====== MATERIALS PROVIDED
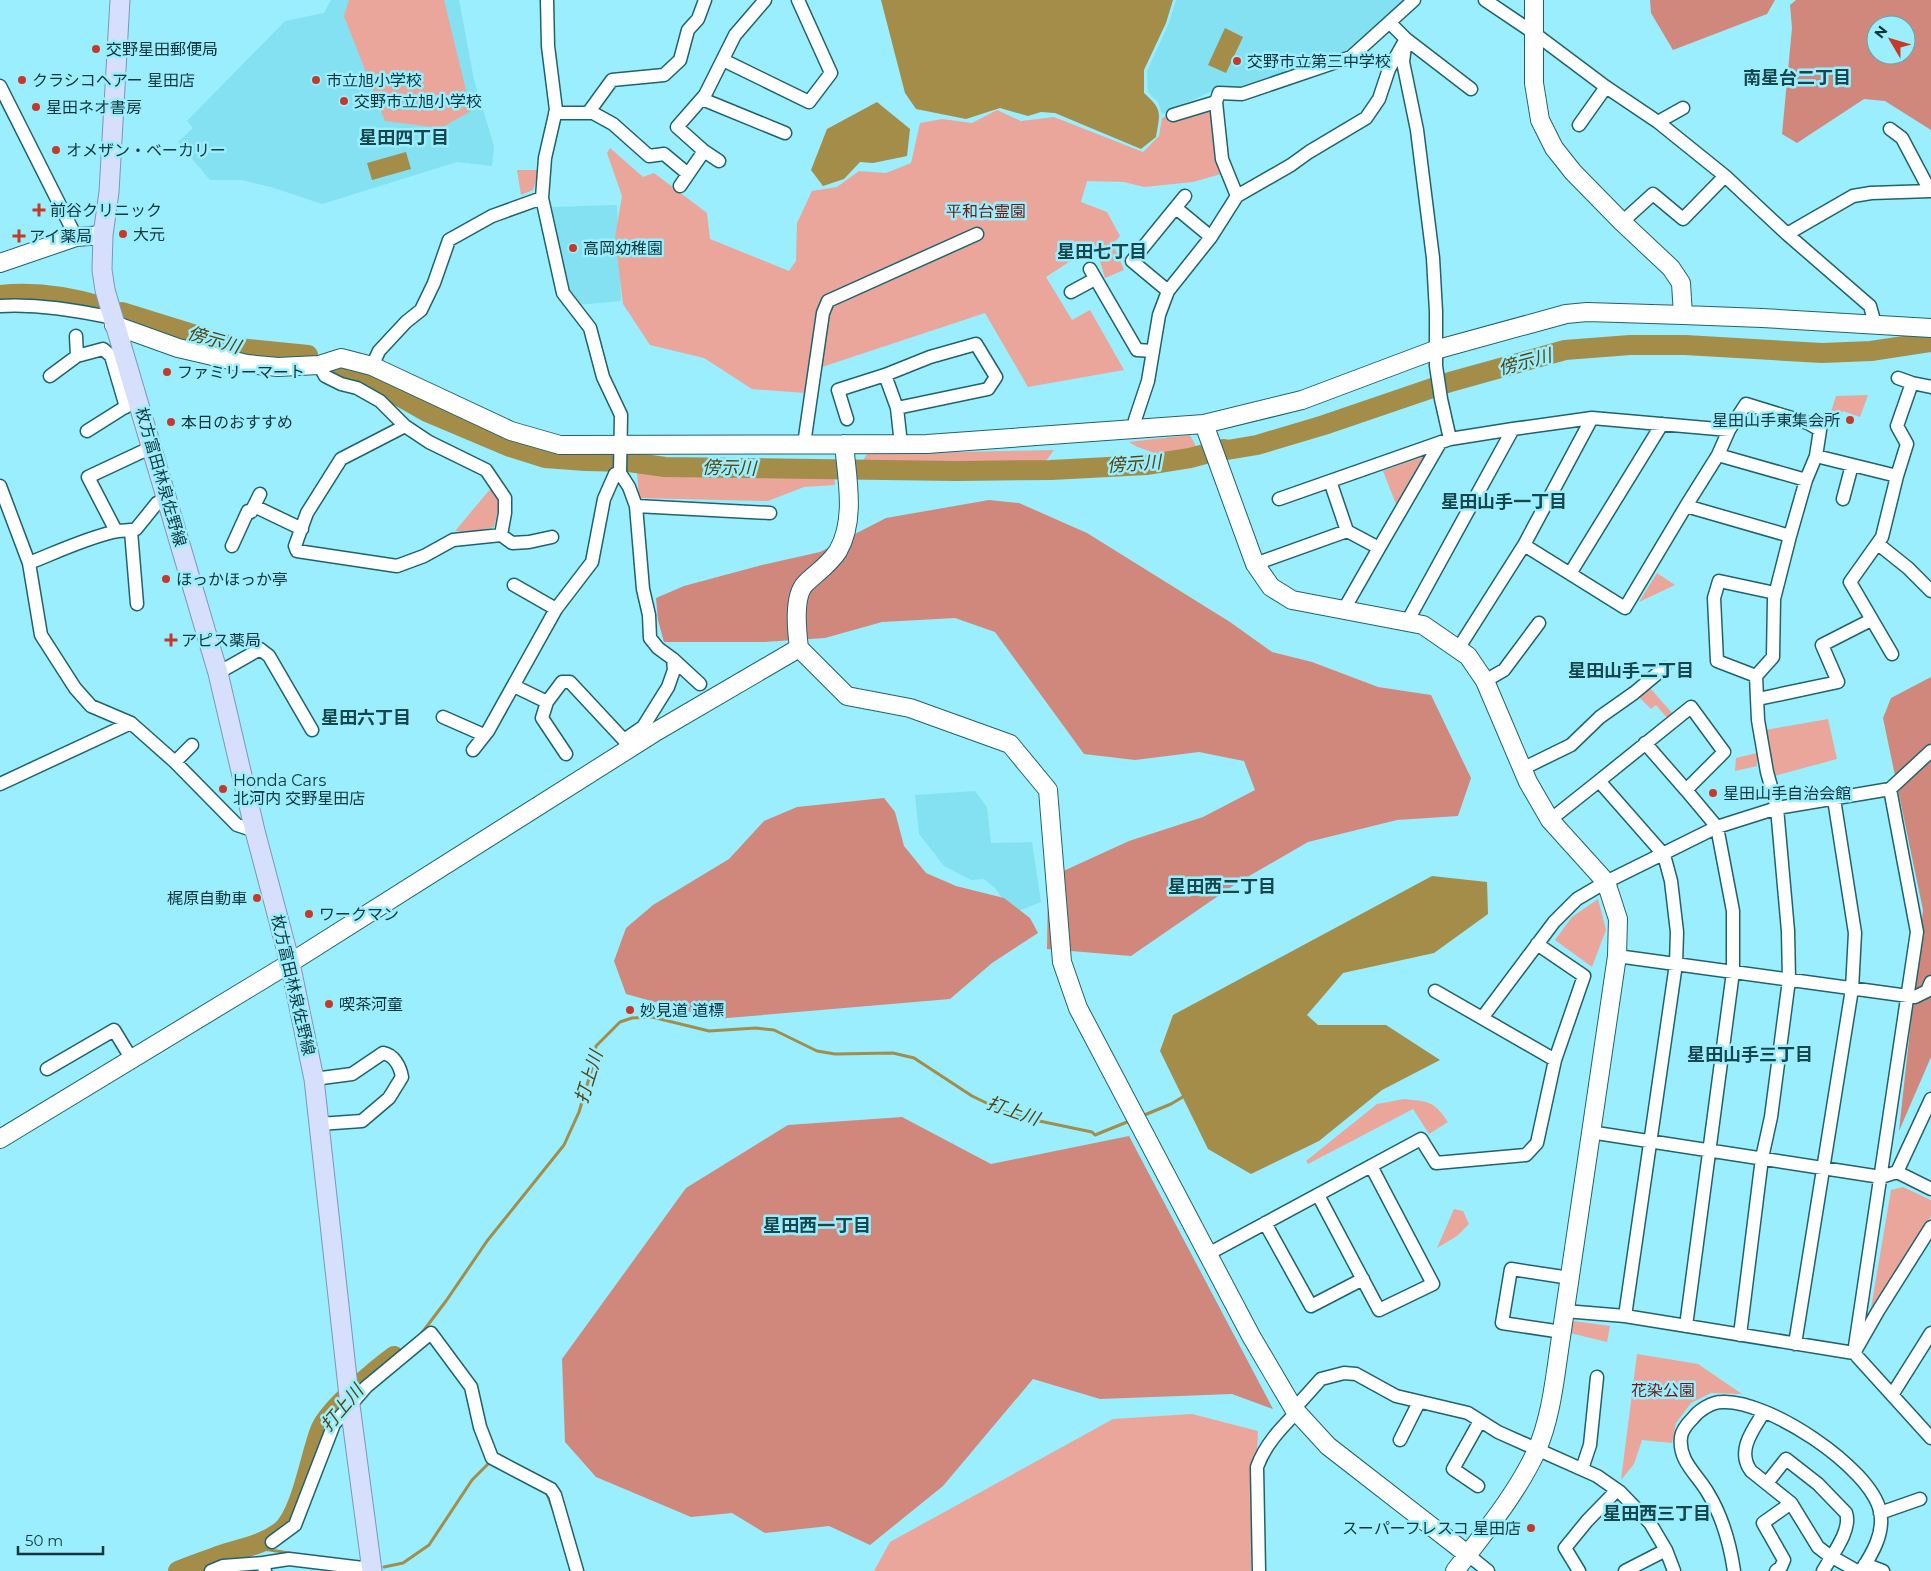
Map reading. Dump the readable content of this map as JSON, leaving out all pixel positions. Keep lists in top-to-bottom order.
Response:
{
  "streets": {
    "main road": ["枚方富田林泉佐野線"]
  },
  "districts": [
    "南星台二丁目",
    "星田四丁目",
    "星田七丁目",
    "星田山手一丁目",
    "星田山手二丁目",
    "星田六丁目",
    "星田西二丁目",
    "星田山手三丁目",
    "星田西一丁目",
    "星田西三丁目"
  ],
  "water": ["傍示川", "打上川"],
  "parks": ["平和台霊園", "花染公園"],
  "places": {
    "other": [
      "交野星田郵便局",
      "交野市立第三中学校",
      "クラシコヘアー 星田店",
      "市立旭小学校",
      "交野市立旭小学校",
      "星田ネオ書房",
      "オメザン・ベーカリー",
      "大元",
      "高岡幼稚園",
      "ファミリーマート",
      "星田山手東集会所",
      "本日のおすすめ",
      "ほっかほっか亭",
      "Honda Cars 北河内 交野星田店",
      "星田山手自治会館",
      "梶原自動車",
      "ワークマン",
      "喫茶河童",
      "妙見道 道標",
      "スーパーフレスコ 星田店"
    ],
    "health": ["前谷クリニック", "アイ薬局", "アピス薬局"]
  },
  "scale_bar": "50 m",
  "north": "top left"
}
============
**WHAT IS REQUIRED:** Reproduce the whole listing verbatim and keep all pictures out of it.

**RESULT OF THIS TASK:**
Map reading. Dump the readable content of this map as JSON, leaving out all pixel positions. Keep lists in top-to-bottom order.
Response:
{
  "streets": {
    "main road": ["枚方富田林泉佐野線"]
  },
  "districts": [
    "南星台二丁目",
    "星田四丁目",
    "星田七丁目",
    "星田山手一丁目",
    "星田山手二丁目",
    "星田六丁目",
    "星田西二丁目",
    "星田山手三丁目",
    "星田西一丁目",
    "星田西三丁目"
  ],
  "water": ["傍示川", "打上川"],
  "parks": ["平和台霊園", "花染公園"],
  "places": {
    "other": [
      "交野星田郵便局",
      "交野市立第三中学校",
      "クラシコヘアー 星田店",
      "市立旭小学校",
      "交野市立旭小学校",
      "星田ネオ書房",
      "オメザン・ベーカリー",
      "大元",
      "高岡幼稚園",
      "ファミリーマート",
      "星田山手東集会所",
      "本日のおすすめ",
      "ほっかほっか亭",
      "Honda Cars 北河内 交野星田店",
      "星田山手自治会館",
      "梶原自動車",
      "ワークマン",
      "喫茶河童",
      "妙見道 道標",
      "スーパーフレスコ 星田店"
    ],
    "health": ["前谷クリニック", "アイ薬局", "アピス薬局"]
  },
  "scale_bar": "50 m",
  "north": "top left"
}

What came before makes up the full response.